以下のコマンド実行し、ネットワークの設定を確認いたします。なお、あらかじめ、NICの設定は変更しています。
nmcli device show eth1
ADドメインの確認
参加対象のADドメインが検出可能か確認いたします。
以下のコマンドを実行し、ADドメインの情報が取得できるか確認いたします。
realm discover tamnology.dev.co.jp
ADドメインの情報が取得できました。
ADドメインへの参加
いよいよ、ADドメインへの参加となります。
以下のコマンドを実行し、ドメインへ参加します。
realm join tamnology.dev.co.jp
次に、パスワードの確認が要求されるため、パスワードを入力します。
正常にADドメインへ参加できました。
ちなみに、ドメイン参加に失敗した場合はエラーとなります。
以下は、パスワードの入力ミスした場合のエラー画面となります。
ADドメイン参加後の検証
ADドメインへ参加できましたので、ADドメイン参加検証をしてみたいと思います。
ADドメインアカウント情報の確認
クライアントからADドメインアカウントの識別情報を取得したいと思います。
以下のコマンドを実行し、ADドメインアカウントの識別情報を取得いたします。
id Administrator@tamnology.dev.co.jp
正常にADドメインアカウントの識別情報が取得できました。
コンピューターの確認
ドメインコントローラーからクライアントを確認したいと思います。
ドメインコントローラーにログインし、[Active Directory ユーザーとコンピューター] から [Computers] をクリックします。
ADドメインに登録したクライアントが表示されました。正常にクライアントが登録されています。
ログインの確認
クライアントにADドメインのアカウントにてログインしてみたいと思います。
クライアントにてADドメインのアカウント名とパスワードを入力します。
正常にADドメインアカウントでログインができました。
次に、ドメインコントローラーからTeraTermを使用し、クライアントに接続してみたいと思います。
正常にTeraTermからも接続できました。
まとめ
CentOS 8をインストールしたクライアントをADドメインへ参加させてみました。
いかがでしたでしょうか?
Windows OSがインストールされたクライアントとは違い、ADドメインに参加時にクライアントの再起動が必要ありませんでした。
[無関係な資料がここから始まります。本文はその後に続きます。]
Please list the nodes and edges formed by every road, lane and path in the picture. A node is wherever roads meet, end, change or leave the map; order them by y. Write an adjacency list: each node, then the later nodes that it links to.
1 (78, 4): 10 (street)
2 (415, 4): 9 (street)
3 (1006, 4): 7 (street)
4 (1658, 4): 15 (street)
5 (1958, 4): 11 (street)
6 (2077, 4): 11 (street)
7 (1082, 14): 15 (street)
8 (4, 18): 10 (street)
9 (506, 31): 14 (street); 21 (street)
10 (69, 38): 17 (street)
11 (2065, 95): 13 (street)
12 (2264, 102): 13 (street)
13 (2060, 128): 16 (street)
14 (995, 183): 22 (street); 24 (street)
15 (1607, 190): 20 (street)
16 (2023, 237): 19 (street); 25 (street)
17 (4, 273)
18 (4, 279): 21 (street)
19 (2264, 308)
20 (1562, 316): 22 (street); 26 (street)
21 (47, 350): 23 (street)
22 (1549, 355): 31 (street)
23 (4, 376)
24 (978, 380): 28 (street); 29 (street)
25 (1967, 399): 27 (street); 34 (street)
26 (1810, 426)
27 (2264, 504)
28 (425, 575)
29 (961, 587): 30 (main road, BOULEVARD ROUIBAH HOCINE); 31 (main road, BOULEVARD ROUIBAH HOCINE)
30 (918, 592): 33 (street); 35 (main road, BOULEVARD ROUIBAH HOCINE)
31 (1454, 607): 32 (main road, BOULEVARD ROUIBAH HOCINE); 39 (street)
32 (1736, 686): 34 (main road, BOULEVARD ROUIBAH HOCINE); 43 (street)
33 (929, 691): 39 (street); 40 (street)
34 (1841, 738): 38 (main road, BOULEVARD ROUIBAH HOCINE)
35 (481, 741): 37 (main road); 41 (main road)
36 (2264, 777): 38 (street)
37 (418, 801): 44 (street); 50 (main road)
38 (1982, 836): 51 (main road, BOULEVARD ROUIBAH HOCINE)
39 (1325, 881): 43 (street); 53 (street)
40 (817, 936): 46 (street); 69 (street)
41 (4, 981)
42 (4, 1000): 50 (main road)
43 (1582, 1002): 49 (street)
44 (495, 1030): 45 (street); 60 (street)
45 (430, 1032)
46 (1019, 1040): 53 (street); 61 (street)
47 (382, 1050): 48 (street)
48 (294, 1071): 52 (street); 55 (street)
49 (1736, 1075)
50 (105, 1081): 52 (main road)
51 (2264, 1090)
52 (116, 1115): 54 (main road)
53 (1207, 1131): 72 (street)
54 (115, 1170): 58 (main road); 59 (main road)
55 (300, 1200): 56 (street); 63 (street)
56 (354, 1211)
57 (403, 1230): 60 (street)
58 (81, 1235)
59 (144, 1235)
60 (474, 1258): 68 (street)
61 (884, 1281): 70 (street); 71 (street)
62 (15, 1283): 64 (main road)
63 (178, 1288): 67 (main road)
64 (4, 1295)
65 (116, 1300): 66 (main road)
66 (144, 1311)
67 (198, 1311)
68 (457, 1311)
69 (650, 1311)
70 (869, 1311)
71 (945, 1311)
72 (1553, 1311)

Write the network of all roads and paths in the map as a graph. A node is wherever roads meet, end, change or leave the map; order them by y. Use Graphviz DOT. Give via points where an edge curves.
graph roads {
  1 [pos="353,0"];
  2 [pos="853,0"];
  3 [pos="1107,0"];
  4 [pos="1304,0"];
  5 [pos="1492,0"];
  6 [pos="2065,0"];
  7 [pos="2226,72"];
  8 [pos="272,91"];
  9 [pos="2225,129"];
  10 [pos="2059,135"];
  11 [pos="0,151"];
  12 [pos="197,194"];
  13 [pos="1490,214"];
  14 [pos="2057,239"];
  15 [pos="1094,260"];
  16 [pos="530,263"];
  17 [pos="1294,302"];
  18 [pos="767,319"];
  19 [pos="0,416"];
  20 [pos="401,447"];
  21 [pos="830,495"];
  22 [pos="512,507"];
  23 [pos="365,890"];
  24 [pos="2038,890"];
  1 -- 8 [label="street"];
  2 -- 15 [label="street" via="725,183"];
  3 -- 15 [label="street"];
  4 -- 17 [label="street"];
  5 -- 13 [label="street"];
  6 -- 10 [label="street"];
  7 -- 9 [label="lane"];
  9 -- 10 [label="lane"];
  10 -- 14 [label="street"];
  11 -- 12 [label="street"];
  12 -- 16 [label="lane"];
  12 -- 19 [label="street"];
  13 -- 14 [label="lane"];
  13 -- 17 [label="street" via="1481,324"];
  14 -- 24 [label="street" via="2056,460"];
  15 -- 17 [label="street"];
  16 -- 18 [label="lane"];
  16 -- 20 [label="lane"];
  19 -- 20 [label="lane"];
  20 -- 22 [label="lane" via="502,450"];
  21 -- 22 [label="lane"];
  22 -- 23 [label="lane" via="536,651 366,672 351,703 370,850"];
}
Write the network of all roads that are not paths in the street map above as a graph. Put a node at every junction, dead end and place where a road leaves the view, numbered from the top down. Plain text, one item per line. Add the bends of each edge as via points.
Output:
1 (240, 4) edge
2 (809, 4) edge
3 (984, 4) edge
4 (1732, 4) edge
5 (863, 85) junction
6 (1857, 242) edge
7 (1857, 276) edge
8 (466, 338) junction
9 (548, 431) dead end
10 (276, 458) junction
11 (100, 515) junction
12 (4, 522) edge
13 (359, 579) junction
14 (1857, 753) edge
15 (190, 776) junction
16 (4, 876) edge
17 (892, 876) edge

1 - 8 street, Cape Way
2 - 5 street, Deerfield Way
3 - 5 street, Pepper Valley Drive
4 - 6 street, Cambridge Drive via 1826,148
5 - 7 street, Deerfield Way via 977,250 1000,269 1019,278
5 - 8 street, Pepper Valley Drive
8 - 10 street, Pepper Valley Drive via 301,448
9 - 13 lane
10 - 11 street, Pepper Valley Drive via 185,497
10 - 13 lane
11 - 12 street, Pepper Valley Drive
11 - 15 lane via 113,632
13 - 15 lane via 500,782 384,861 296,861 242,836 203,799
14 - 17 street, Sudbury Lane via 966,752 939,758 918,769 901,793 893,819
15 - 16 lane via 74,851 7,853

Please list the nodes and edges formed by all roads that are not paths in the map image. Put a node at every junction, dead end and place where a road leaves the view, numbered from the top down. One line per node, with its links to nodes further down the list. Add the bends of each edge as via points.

また、CentOS 8は、ADドメイン参加に必要なパッケージも標準(?)インストールされていましたので、パッケージのインストールも必要ありませんでした。
ただ1点、残念なとことはDNSです。
Windows OSと違い、ドメインコントローラーのDNSにクライアントのIPアドレスが登録されませんので、ドメインコントローラーにてDNSにクライアントのIPアドレスを登録する必要があります。
最後までお読みいただきありがとうございました。
では。
備考
「必要なパッケージの説明」で解説しましたパッケージは、すべてインストールされていましたので、パッケージのインストールの解説ができませんでした。
もし、パッケージがインストールされていない場合は、以下のコマンドを実行し、パッケージをインストールしてください。
なお、いずれ使う予定のkrb5-workstationとsambaをインストール対象としています。
以下のコマンドを実行し、krb5-workstationとsambaをインストールします。
yum install samba samba-winbind samba-winbind-clients krb5-workstation
次に、インストールの確認が表示されますので、キーボードの [Y] キーを押します。
正常にインストールされています。